Que Rajoy se merece una moción de censura es algo que salta a la vista y al oído. Un homólogo suyo en cualquier país de democracia consolidada ya hubiese tomado las de Villadiego, a la vista de la catarata de casos (presuntos, evidentes o ya juzgados) que se viene precipitando sobre su partido. Tras las fundadas sospechas que levanta la actuación de la Fiscalía General, el fiscal jefe de Anticorrupción, el secretario de Estado de Seguridad e incluso el propio ministro de Justicia y la evidencia de que el PP ha manejado durante lustros una doble contabilidad, aferrarse a que es su propio partido el primero y principal baluarte frente a la corrupción no es de recibo.
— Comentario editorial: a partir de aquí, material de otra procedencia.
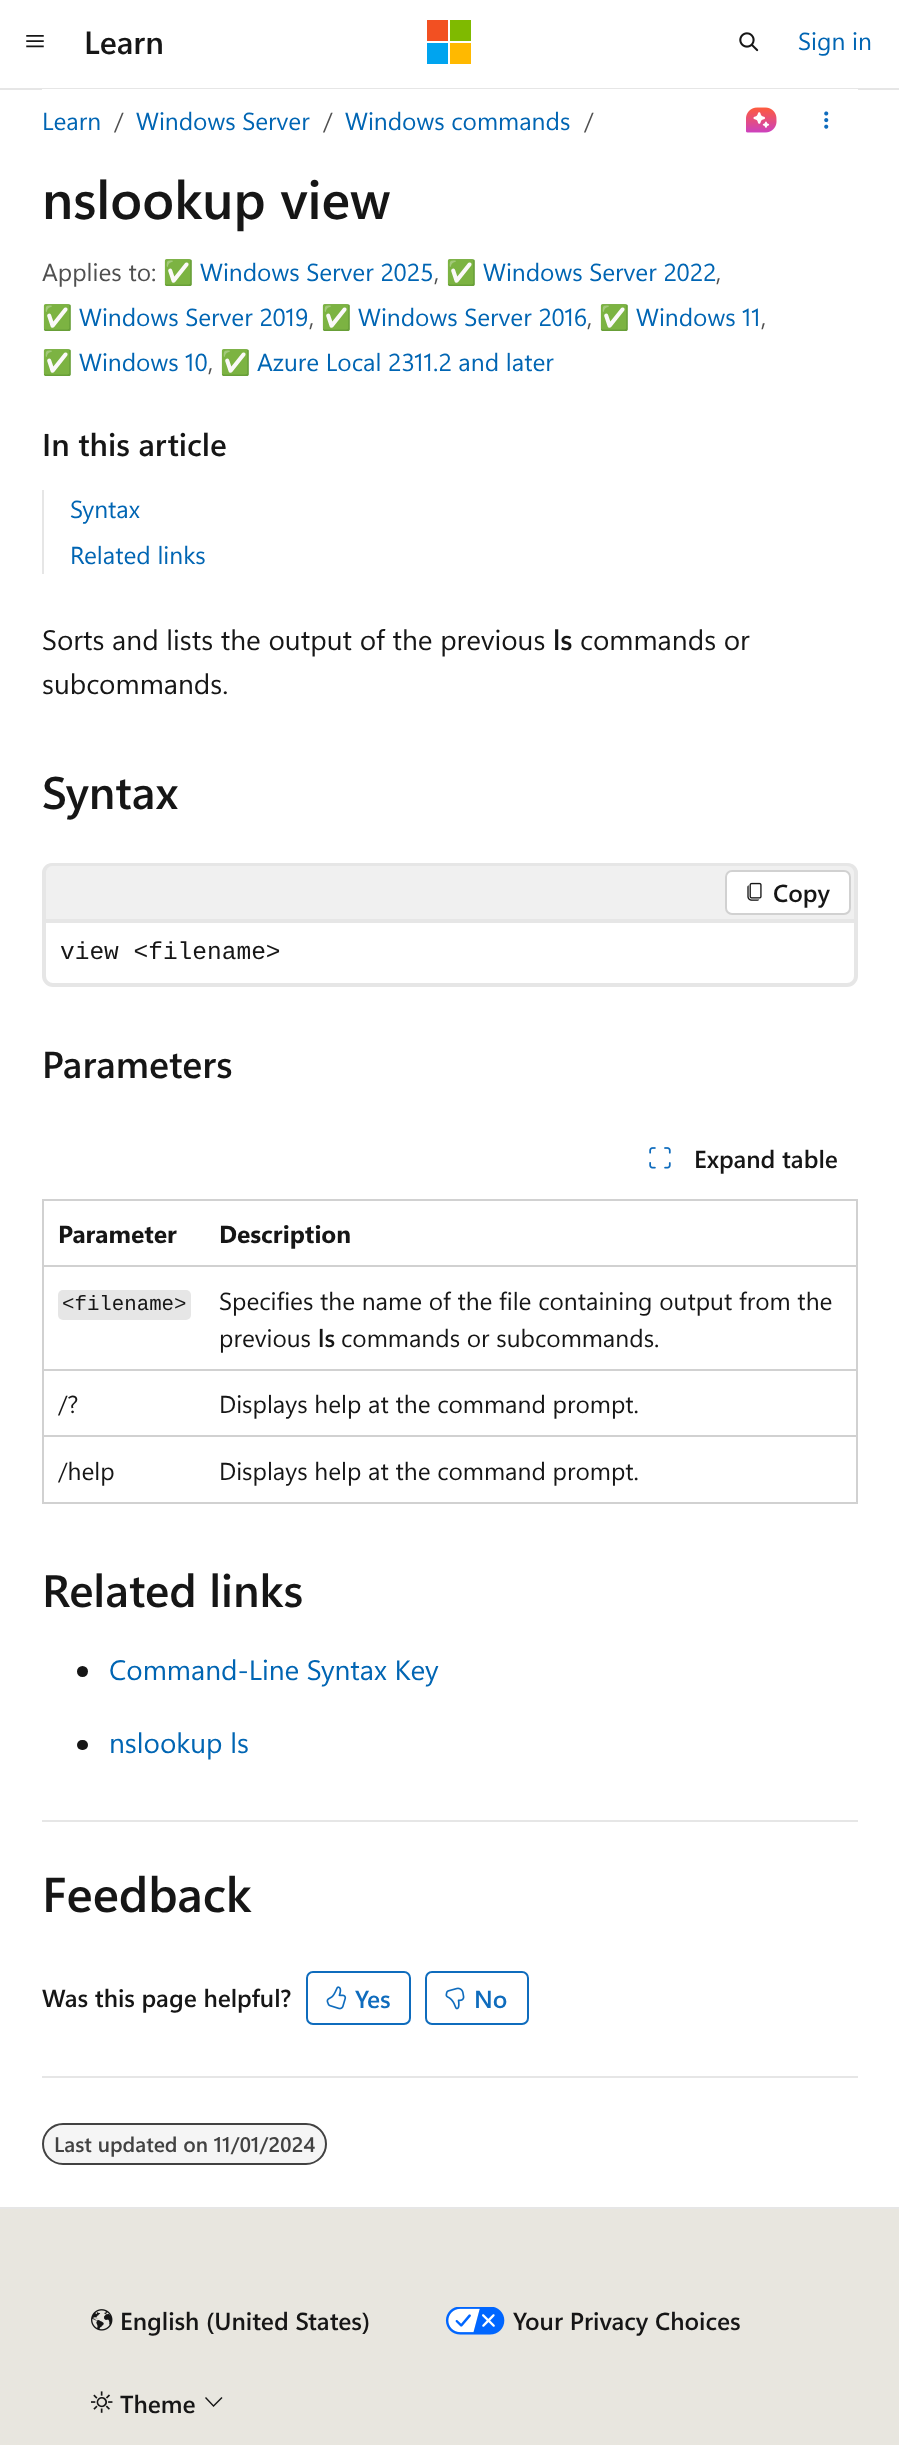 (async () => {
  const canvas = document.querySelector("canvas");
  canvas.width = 899;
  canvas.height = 2445;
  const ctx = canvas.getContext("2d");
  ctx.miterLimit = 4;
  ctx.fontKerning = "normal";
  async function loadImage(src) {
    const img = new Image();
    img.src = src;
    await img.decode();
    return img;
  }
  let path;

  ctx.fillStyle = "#ffffff";
  ctx.fillRect(0, 0, 899, 2445);
  ctx.fillStyle = "#e6e6e6";
  ctx.fillRect(0, 88, 899, 2);
  ctx.drawImage(await loadImage("img/1.png"), 26, 35, 18, 13);
  for (const [x, y, w, h, color] of [
    [427, 20, 21, 21, "#f25022"],
    [450, 20, 21, 21, "#7fba00"],
    [427, 43, 21, 21, "#00a4ef"],
    [450, 43, 21, 21, "#ffb900"],
  ]) {
    ctx.fillStyle = color;
    ctx.fillRect(x, y, w, h);
  }
  ctx.drawImage(await loadImage("img/2.png"), 739, 32, 20, 20);
  ctx.fillStyle = "#ffffff";
  ctx.fillRect(42, 89, 816, 1);
  ctx.drawImage(await loadImage("img/3.png"), 746, 107, 31, 26);
  ctx.drawImage(await loadImage("img/4.png"), 824, 111, 5, 18);
  ctx.fillStyle = "#e6e6e6";
  ctx.fillRect(42, 490, 2, 84);
  ctx.fillStyle = "#f0f0f0";
  ctx.beginPath();
  ctx.roundRect(42, 863, 816, 56, [11, 11, 0, 0]);
  ctx.fill();
  ctx.fillStyle = "#e6e6e6";
  path = new Path2D("M52 863H847C853 863 858 867 858 873V919H42V873C42 867 47 863 52 863ZM52 866H847C851 866 854 869 854 873V919H46V873C46 869 49 866 52 866Z");
  ctx.fill(path, "evenodd");
  ctx.fillStyle = "#ffffff";
  ctx.beginPath();
  ctx.roundRect(726, 871, 124, 43, 6);
  ctx.fill();
  ctx.strokeStyle = "#d1d1d1";
  ctx.lineWidth = 2;
  ctx.stroke();
  ctx.drawImage(await loadImage("img/5.png"), 747, 882, 15, 19);
  ctx.beginPath();
  ctx.roundRect(44, 921, 812, 64, [0, 0, 9, 9]);
  ctx.strokeStyle = "#e6e6e6";
  ctx.lineWidth = 4;
  ctx.stroke();
  ctx.drawImage(await loadImage("img/6.png"), 649, 1147, 22, 22);
  for (const [x, y, w, h, color] of [
    [42, 1199, 816, 2, "#d1d1d1"],
    [856, 1199, 2, 304, "#d1d1d1"],
    [42, 1502, 816, 2, "#d1d1d1"],
    [42, 1199, 2, 304, "#d1d1d1"],
  ]) {
    ctx.fillStyle = color;
    ctx.fillRect(x, y, w, h);
  }
  ctx.fillStyle = "#e6e6e6";
  ctx.beginPath();
  ctx.roundRect(58, 1290, 133, 30, 5);
  ctx.fill();
  for (const [x, y, w, h, color] of [
    [42, 1265, 816, 2, "#d1d1d1"],
    [42, 1369, 816, 2, "#d1d1d1"],
    [42, 1435, 816, 2, "#d1d1d1"],
  ]) {
    ctx.fillStyle = color;
    ctx.fillRect(x, y, w, h);
  }
  ctx.fillStyle = "#161616";
  ctx.beginPath();
  ctx.arc(82.5, 1671.5, 5.5, 0, Math.PI * 2);
  ctx.fill();
  ctx.beginPath();
  ctx.roundRect(77, 1740, 11, 10, 5);
  ctx.fill();
  ctx.fillStyle = "#e6e6e6";
  ctx.fillRect(42, 1820, 816, 2);
  ctx.beginPath();
  ctx.roundRect(307, 1972, 103, 52, 6);
  ctx.strokeStyle = "#0f6cbd";
  ctx.lineWidth = 2;
  ctx.stroke();
  ctx.drawImage(await loadImage("img/7.png"), 326, 1986, 21, 24);
  ctx.beginPath();
  ctx.roundRect(426, 1972, 102, 52, 6);
  ctx.stroke();
  ctx.drawImage(await loadImage("img/8.png"), 445, 1987, 20, 23);
  ctx.fillRect(42, 2076, 816, 2);
  ctx.fillStyle = "#f5f5f5";
  ctx.beginPath();
  ctx.roundRect(43, 2124, 283, 40, 20);
  ctx.fill();
  ctx.strokeStyle = "#424242";
  ctx.stroke();
  ctx.fillStyle = "#e8e6df";
  ctx.fillRect(0, 2209, 899, 236);
  ctx.fillStyle = "#e6e6e6";
  ctx.fillRect(0, 2207, 899, 2);
  ctx.drawImage(await loadImage("img/9.png"), 91, 2309, 22, 22);
  ctx.drawImage(await loadImage("img/10.png"), 445, 2307, 60, 28);
  ctx.drawImage(await loadImage("img/11.png"), 91, 2391, 22, 22);
  ctx.fillStyle = "#161616";
  path = new Path2D("M213.5 2407L205 2398L206 2397L213.5 2405L221.5 2397L222.5 2398Z");
  ctx.fill(path);
  ctx.font = "600 32px Segoe UI";
  ctx.fillText("Learn", 84, 54);
  ctx.font = "24.5px Segoe UI";
  ctx.fillStyle = "#0065b3";
  ctx.fillText("Sign in", 798, 50);
  ctx.fillText("Learn", 42, 130);
  ctx.fillStyle = "#505050";
  ctx.fillText("/", 114, 130);
  ctx.fillStyle = "#0065b3";
  ctx.fillText("Windows Server", 136, 130);
  ctx.fillStyle = "#505050";
  ctx.fillText("/", 323, 130);
  ctx.fillStyle = "#0065b3";
  ctx.fillText("Windows commands", 345, 130);
  ctx.fillStyle = "#505050";
  ctx.fillText("/", 584, 130);
  ctx.font = "600 53.5px Segoe UI";
  ctx.fillStyle = "#161616";
  ctx.fillText("nslookup view", 42, 219);
  ctx.font = "24.5px Segoe UI";
  ctx.fillStyle = "#505050";
  ctx.fillText("Applies to:", 42, 281);
  ctx.font = "24.5px Noto Color Emoji";
  ctx.fillText("✅", 163, 281);
  ctx.font = "24.5px Segoe UI";
  ctx.fillStyle = "#0065b3";
  ctx.fillText("Windows Server 2025", 200, 281);
  ctx.fillStyle = "#505050";
  ctx.fillText(",", 434, 281);
  ctx.font = "24.5px Noto Color Emoji";
  ctx.fillText("✅", 446, 281);
  ctx.font = "24.5px Segoe UI";
  ctx.fillStyle = "#0065b3";
  ctx.fillText("Windows Server 2022", 483, 281);
  ctx.fillStyle = "#505050";
  ctx.fillText(",", 716, 281);
  ctx.font = "24.5px Noto Color Emoji";
  ctx.fillText("✅", 42, 326);
  ctx.font = "24.5px Segoe UI";
  ctx.fillStyle = "#0065b3";
  ctx.fillText("Windows Server 2019", 79, 326);
  ctx.fillStyle = "#505050";
  ctx.fillText(",", 309, 326);
  ctx.font = "24.5px Noto Color Emoji";
  ctx.fillText("✅", 321, 326);
  ctx.font = "24.5px Segoe UI";
  ctx.fillStyle = "#0065b3";
  ctx.fillText("Windows Server 2016", 358, 326);
  ctx.fillStyle = "#505050";
  ctx.fillText(",", 587, 326);
  ctx.font = "24.5px Noto Color Emoji";
  ctx.fillText("✅", 599, 326);
  ctx.font = "24.5px Segoe UI";
  ctx.fillStyle = "#0065b3";
  ctx.fillText("Windows 11", 636, 326);
  ctx.fillStyle = "#505050";
  ctx.fillText(",", 761, 326);
  ctx.font = "24.5px Noto Color Emoji";
  ctx.fillText("✅", 42, 371);
  ctx.font = "24.5px Segoe UI";
  ctx.fillStyle = "#0065b3";
  ctx.fillText("Windows 10", 79, 371);
  ctx.fillStyle = "#505050";
  ctx.fillText(",", 208, 371);
  ctx.font = "24.5px Noto Color Emoji";
  ctx.fillText("✅", 220, 371);
  ctx.font = "24.5px Segoe UI";
  ctx.fillStyle = "#0065b3";
  ctx.fillText("Azure Local 2311.2 and later", 257, 371);
  ctx.font = "600 31.5px Segoe UI";
  ctx.fillStyle = "#161616";
  ctx.fillText("In this article", 42, 456);
  ctx.font = "24.5px Segoe UI";
  ctx.fillStyle = "#0065b3";
  ctx.fillText("Syntax", 70, 518);
  ctx.fillText("Related links", 70, 564);
  ctx.font = "28px Segoe UI";
  ctx.fillStyle = "#161616";
  ctx.fillText("Sorts and lists the output of the previous", 42, 650);
  ctx.font = "600 28px Segoe UI";
  ctx.fillText("ls", 553, 650);
  ctx.font = "28px Segoe UI";
  ctx.fillText("commands or", 580, 650);
  ctx.fillText("subcommands.", 42, 694);
  ctx.font = "600 45.5px Segoe UI";
  ctx.fillText("Syntax", 42, 809);
  ctx.font = "600 24.5px Segoe UI";
  ctx.fillText("Copy", 773, 902);
  ctx.font = "24.5px Liberation Mono";
  ctx.fillText("view <filename>", 60, 959);
  ctx.font = "600 37.5px Segoe UI";
  ctx.fillText("Parameters", 42, 1078);
  ctx.font = "600 24.5px Segoe UI";
  ctx.fillText("Expand table", 694, 1168);
  ctx.font = "bold 24.5px Segoe UI";
  ctx.fillText("Parameter", 58, 1243);
  ctx.fillText("Description", 219, 1243);
  ctx.font = "20.75px Liberation Mono";
  ctx.fillText("<filename>", 62, 1310);
  ctx.font = "24.5px Segoe UI";
  ctx.fillText("Specifies the name of the file containing output from the", 219, 1310);
  ctx.fillText("previous", 219, 1347);
  ctx.font = "600 24.5px Segoe UI";
  ctx.fillText("ls", 318, 1347);
  ctx.font = "24.5px Segoe UI";
  for (const [text, x, y] of [
    ["commands or subcommands.", 341, 1347],
    ["/?", 58, 1413],
    ["Displays help at the command prompt.", 219, 1413],
    ["/help", 58, 1480],
    ["Displays help at the command prompt.", 219, 1480],
  ]) {
    ctx.fillText(text, x, y);
  }
  ctx.font = "600 45.5px Segoe UI";
  ctx.fillText("Related links", 42, 1607);
  ctx.font = "28px Segoe UI";
  ctx.fillStyle = "#0065b3";
  ctx.fillText("Command-Line Syntax Key", 109, 1680);
  ctx.fillText("nslookup ls", 109, 1753);
  ctx.font = "600 49px Segoe UI";
  ctx.fillStyle = "#161616";
  ctx.fillText("Feedback", 42, 1912);
  ctx.font = "600 24.5px Segoe UI";
  ctx.fillText("Was this page helpful?", 42, 2007);
  ctx.fillStyle = "#0f6cbd";
  ctx.fillText("Yes", 355, 2008);
  ctx.fillText("No", 474, 2008);
  ctx.font = "600 21px Segoe UI";
  ctx.fillStyle = "#424242";
  ctx.fillText("Last updated on 11/01/2024", 54, 2152);
  ctx.font = "600 24.5px Segoe UI";
  ctx.fillStyle = "#161616";
  for (const [text, x, y] of [
    ["English (United States)", 120, 2330],
    ["Your Privacy Choices", 513, 2330],
    ["Theme", 120, 2413],
  ]) {
    ctx.fillText(text, x, y);
  }
})();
Pero el PSOE no está para mociones de ningún tipo, Podemos sigue jugando a montar numeritos. Y los nacionalistas de la periferia van a lo suyo sin más miramiento ni lógica. Nunca hizo la derecha española más méritos para hundirse electoralmente. Jamás las izquierdas y sus réplicas centrífugas contribuyeron de forma tan notoria e insensata a darle oxígeno al adversario.

Pablo Iglesias y su equipo lo tienen todo a su favor. Hasta la parida del tramabús encajó en el estallido de la Operación Lezo. Pero el líder supremo de Podemos despilfarra cada ocasión con un infantilismo pseudoizquierdista y una sobreactuación inexplicables. ¿Qué sentido estratégico tiene convertirse en el adalid de una moción de censura imposible? ¿Por qué no es capaz de mostrar un poco de empatía hacia afuera (ganándose aliados en vez de presumir tanto y repartir tantas coces) y hacia dentro (evitando sobrecalentar la venganza que administra a Errejón y otros disidentes)?

En Francia, Mélenchon ha dejado en la cuneta al candidato socialista, Hamon. Nada menos que diez puntos de sorpasso. ¿Y? Y nada: que las personas decentes no tendrán otro remedio que apoyar al centrista Macron. Eso o la parafascista Le Pen.

Podemos necesita al PSOE. Y viceversa. Iglesias tendrá que entender la diferencia entre el ruido y las nueces. Aunque cuando lo consiga tal vez sea demasiado tarde para él.